The agenda of the political-action group focuses on developing a network of decision makers, including legislators and educators that will help foster the implementation of the project principles and support the adoption of its products in the state of Minnesota. The curriculum-group work focuses primarily on the development of a curriculum handbook. The handbook draws heavily on the National Standards in Foreign Language Education. The assessment group is developing proficiency-based assessment instruments in French, German, and Spanish. These instruments are intended to establish whether students are proficient at the Intermediate-Low level, according to the American Council on the Teaching of Foreign Languages guidelines.
The driving force behind MNAP is assessment. The project designers and members emphasize proficiency-based assessment as the means to help establish and foster articulation across institutions and levels in the state of Minnesota. One might ask, What is the significance of having assessment be the driving force behind articulation? The one-word response to this question is accountability, a word often heard nowadays in discourse about education. Moreover, MNAP members believe that one effective way to articulate on a large scale is to measure the proficiency of students from the various institutions using a common yardstick--that is, a battery of assessment instruments. The perception that assessments typically send teachers strong messages about the content and the approach that they need to emphasize in teaching is another argument for assessment.

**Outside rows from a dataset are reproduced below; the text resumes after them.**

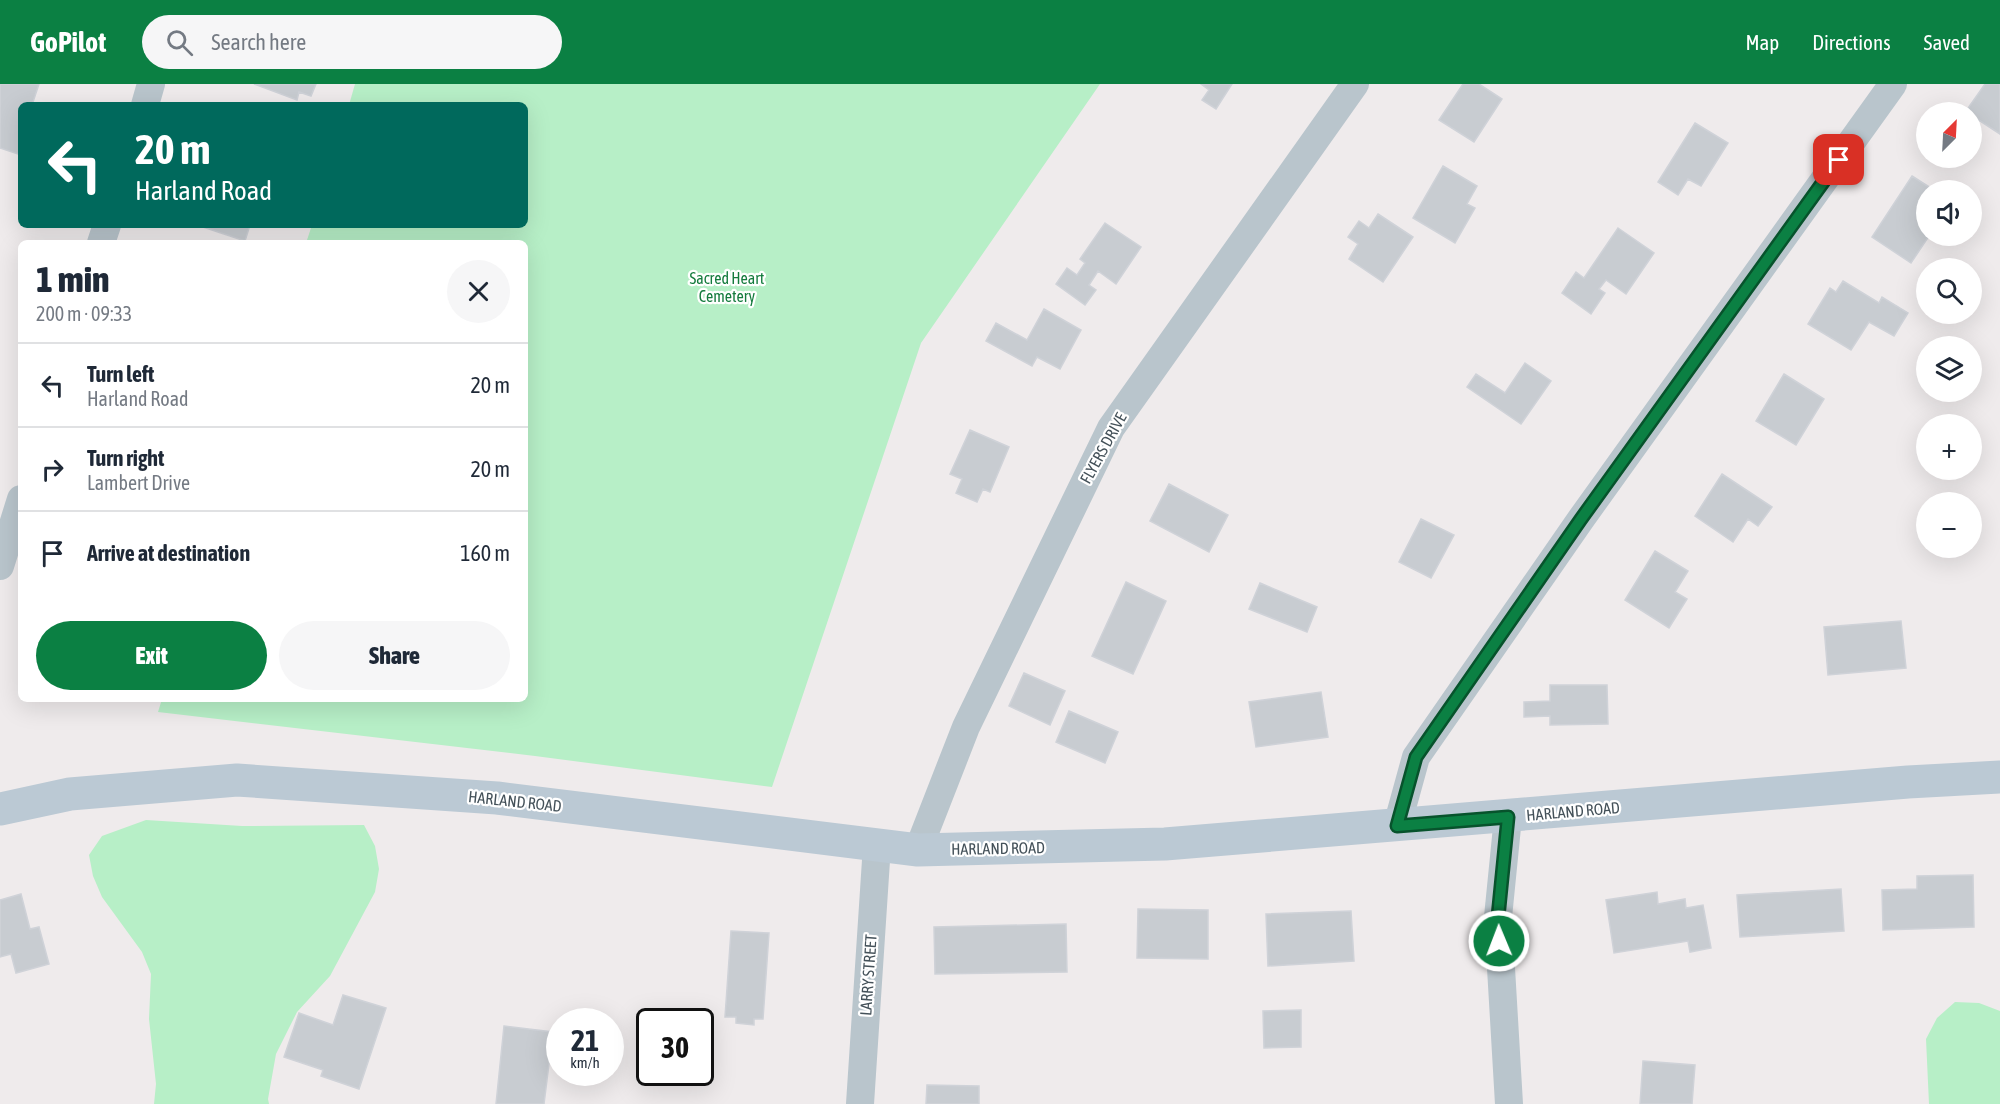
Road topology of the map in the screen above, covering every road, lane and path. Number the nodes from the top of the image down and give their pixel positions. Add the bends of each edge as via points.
1 (151, 84) edge
2 (1355, 84) edge
3 (1893, 84) edge
4 (146, 102) edge
5 (18, 509) edge
6 (0, 566) edge
7 (2000, 777) edge
8 (0, 809) edge
9 (1508, 817) junction
10 (1397, 826) junction
11 (876, 845) junction
12 (918, 850) junction
13 (860, 1104) edge
14 (1509, 1104) edge

1 - 4 street
2 - 12 street, FLYERS DRIVE via 1111,428 966,726
3 - 10 street via 1581,519 1416,757
5 - 6 street
7 - 9 main road, HARLAND ROAD
8 - 11 main road, HARLAND ROAD via 70,794 237,780 497,798
9 - 10 main road, HARLAND ROAD
9 - 14 street via 1498,917
10 - 12 main road, HARLAND ROAD via 1165,844
11 - 12 main road, HARLAND ROAD
11 - 13 street, LARRY STREET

Some educators may question the notion of having assessment be the approach for promoting articulation. Such a reservation would be legitimate had these assessment instruments been bought off the shelf, developed to suit diverse purposes and audiences, and not reflected the principles endorsed by the MNAP educators. The MNAP assessment instruments are developed in-house, with the assistance of MNAP members and other participating educators.

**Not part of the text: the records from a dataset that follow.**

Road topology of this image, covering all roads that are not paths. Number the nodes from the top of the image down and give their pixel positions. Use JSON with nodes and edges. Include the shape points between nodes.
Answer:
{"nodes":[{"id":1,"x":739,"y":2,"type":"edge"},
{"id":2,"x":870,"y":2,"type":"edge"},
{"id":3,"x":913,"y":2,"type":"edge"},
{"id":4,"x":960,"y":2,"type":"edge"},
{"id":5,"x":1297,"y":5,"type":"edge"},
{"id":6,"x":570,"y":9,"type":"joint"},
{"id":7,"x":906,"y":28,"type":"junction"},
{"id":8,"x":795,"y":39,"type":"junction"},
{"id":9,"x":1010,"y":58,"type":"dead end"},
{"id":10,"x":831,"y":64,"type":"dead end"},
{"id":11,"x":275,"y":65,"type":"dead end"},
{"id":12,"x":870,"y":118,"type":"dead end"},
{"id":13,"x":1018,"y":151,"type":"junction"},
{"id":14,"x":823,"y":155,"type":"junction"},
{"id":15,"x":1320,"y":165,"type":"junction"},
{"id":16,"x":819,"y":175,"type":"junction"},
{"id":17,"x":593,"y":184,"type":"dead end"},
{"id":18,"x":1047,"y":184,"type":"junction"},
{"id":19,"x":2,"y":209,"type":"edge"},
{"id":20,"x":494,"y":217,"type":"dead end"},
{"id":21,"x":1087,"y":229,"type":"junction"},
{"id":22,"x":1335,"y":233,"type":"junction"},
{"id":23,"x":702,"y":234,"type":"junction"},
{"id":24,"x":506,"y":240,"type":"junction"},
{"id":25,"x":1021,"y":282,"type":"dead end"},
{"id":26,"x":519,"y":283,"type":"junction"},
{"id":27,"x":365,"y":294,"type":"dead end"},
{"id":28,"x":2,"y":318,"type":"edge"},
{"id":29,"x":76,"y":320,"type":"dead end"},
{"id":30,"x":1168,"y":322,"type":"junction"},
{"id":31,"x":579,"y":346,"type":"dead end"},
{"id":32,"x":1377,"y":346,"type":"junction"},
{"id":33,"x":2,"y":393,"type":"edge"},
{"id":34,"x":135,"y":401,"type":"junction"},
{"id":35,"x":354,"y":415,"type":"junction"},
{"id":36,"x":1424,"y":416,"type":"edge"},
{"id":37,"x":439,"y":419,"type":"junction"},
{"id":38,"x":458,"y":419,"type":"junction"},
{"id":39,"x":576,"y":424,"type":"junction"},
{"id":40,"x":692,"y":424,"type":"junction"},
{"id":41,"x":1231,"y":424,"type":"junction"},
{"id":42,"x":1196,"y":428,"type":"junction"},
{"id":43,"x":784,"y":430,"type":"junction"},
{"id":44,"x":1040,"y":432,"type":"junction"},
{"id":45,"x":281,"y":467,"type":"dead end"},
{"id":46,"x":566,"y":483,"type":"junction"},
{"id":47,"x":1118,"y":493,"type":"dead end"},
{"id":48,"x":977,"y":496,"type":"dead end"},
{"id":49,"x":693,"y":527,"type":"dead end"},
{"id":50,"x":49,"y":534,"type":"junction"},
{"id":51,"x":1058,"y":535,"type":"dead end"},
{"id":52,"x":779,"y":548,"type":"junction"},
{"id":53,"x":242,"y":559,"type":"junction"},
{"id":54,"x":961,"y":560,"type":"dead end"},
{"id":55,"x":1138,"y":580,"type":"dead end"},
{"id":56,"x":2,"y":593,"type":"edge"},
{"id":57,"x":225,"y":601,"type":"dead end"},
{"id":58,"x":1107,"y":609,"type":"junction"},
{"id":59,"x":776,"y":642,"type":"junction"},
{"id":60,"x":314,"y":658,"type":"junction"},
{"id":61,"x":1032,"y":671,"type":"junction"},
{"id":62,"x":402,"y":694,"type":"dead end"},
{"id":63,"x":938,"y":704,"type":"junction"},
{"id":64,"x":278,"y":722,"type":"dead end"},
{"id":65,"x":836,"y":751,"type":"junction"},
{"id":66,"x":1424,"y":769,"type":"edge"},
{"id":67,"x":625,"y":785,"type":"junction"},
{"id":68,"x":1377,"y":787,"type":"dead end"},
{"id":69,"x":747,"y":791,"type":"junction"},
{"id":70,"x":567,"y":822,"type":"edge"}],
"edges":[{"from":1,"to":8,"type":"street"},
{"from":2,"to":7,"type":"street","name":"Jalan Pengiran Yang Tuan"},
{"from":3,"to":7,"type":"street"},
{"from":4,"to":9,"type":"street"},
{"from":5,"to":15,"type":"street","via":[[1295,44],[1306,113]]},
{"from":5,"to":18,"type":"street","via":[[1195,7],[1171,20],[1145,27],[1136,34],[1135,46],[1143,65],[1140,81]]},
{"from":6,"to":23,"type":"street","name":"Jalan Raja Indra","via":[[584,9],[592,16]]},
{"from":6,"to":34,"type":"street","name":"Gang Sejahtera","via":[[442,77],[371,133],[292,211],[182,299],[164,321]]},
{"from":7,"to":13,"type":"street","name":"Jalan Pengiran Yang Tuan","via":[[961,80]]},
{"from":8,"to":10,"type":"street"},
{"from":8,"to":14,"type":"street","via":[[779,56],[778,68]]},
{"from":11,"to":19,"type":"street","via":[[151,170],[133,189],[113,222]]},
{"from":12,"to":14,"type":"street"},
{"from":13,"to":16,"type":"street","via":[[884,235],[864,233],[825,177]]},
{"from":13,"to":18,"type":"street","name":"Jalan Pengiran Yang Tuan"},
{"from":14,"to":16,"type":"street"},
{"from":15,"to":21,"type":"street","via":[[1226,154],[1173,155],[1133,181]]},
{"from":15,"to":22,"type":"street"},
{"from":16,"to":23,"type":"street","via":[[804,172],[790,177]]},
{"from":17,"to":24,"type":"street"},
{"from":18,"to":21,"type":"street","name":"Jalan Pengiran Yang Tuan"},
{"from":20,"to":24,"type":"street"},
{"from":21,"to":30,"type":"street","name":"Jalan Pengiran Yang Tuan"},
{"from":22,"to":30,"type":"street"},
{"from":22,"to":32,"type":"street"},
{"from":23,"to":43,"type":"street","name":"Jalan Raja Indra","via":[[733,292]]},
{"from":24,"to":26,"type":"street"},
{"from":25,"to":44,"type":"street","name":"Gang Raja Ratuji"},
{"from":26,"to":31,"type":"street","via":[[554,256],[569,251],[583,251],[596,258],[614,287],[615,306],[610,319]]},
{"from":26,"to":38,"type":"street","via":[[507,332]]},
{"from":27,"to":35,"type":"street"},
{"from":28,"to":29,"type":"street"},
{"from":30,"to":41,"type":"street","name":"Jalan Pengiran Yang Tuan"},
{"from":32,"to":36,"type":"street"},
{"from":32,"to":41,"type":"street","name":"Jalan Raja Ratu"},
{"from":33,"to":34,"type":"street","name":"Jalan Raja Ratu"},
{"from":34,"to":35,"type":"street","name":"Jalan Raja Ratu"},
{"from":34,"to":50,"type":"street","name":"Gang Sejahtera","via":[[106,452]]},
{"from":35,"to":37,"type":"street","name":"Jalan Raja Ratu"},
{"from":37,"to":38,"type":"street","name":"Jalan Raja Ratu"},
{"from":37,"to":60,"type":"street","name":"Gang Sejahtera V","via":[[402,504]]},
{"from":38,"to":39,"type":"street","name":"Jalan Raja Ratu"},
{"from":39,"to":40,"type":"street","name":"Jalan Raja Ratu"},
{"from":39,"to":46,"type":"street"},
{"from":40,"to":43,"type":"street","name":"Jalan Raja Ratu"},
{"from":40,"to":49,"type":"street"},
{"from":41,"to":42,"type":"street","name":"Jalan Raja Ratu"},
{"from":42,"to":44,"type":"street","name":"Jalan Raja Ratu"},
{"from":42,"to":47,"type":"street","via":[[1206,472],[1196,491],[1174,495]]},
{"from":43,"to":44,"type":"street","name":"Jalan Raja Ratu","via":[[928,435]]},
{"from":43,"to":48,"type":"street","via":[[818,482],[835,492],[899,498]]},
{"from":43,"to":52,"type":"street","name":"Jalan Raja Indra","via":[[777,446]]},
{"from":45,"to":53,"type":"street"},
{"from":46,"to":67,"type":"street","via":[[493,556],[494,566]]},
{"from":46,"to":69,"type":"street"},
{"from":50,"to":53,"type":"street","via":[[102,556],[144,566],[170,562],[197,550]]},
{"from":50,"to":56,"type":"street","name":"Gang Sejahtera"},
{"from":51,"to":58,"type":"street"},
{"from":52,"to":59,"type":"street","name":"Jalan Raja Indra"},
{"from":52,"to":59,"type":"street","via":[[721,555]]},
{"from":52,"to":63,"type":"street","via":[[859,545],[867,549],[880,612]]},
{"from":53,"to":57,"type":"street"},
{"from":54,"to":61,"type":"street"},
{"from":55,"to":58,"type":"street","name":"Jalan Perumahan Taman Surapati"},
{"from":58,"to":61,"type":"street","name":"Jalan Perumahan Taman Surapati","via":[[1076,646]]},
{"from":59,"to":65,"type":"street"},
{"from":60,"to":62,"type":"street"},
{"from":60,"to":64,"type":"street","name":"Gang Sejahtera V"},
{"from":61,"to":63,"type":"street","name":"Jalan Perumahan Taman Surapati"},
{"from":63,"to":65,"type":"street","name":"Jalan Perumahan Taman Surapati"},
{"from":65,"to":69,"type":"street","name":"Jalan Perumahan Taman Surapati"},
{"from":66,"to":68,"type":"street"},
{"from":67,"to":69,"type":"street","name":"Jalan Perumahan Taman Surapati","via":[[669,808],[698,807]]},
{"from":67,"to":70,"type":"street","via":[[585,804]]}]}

Reservation about having assessment be the means of articulation would be legitimate also had the project focused on assessment to the exclusion of curriculum. The concern pertains to the potential gap between curriculum and assessment and the negative ramifications of that gap for articulation, language learning, and teaching. But MNAP has a strong curriculum component. Additionally, the curriculum and the assessment development share the same underlying principles and work together to aid instruction and learning in the various institutions in Minnesota.

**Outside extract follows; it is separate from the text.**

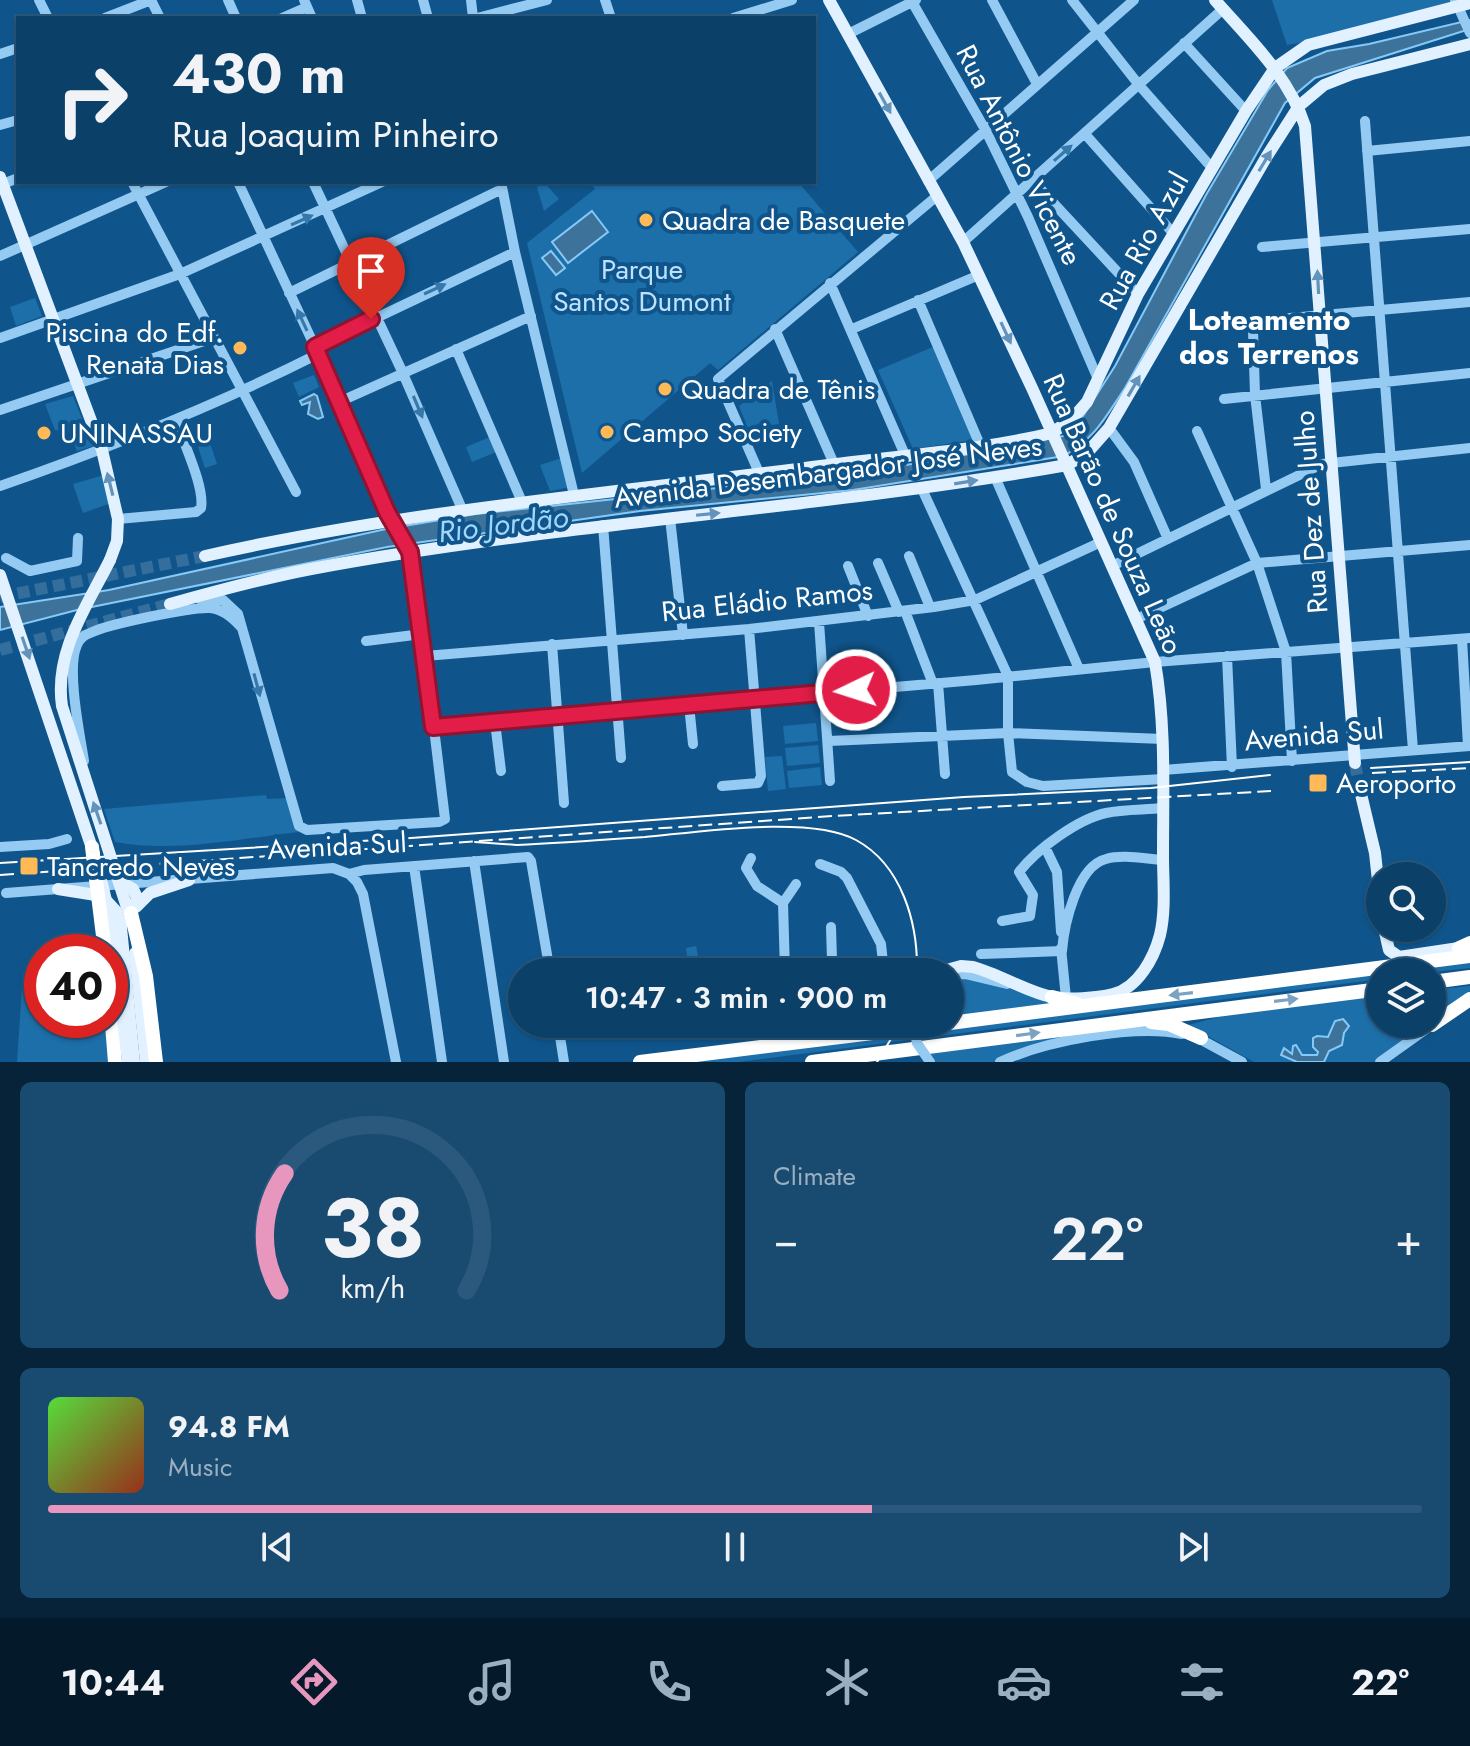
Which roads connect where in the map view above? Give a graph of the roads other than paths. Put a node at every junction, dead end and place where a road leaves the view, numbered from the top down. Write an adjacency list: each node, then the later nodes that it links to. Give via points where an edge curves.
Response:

Given this key role of assessment and given that the assessment instruments are likely to send educators and students messages about the materials and the type of instruction and learning expected, considerable thought has been given to both the content and format of these instruments. (For more information about them, see Chalhoub-Deville, "Investigating" and "Minnesota Articulation Project.")
Works Cited
Chalhoub-Deville, M. "Investigating the Properties of Assessment Instruments and the Setting of Proficiency Standards for Admission into University Second Language Courses." Language Program Direction: Research Issues in Language Program Direction. Ed. Kathy Heilenman. AAUSC. Boston: Heinle, 1998.
---. "The Minnesota Articulation Project and Its Proficiency-Based Assessment Instruments." Foreign Language Annals 30: 492-502.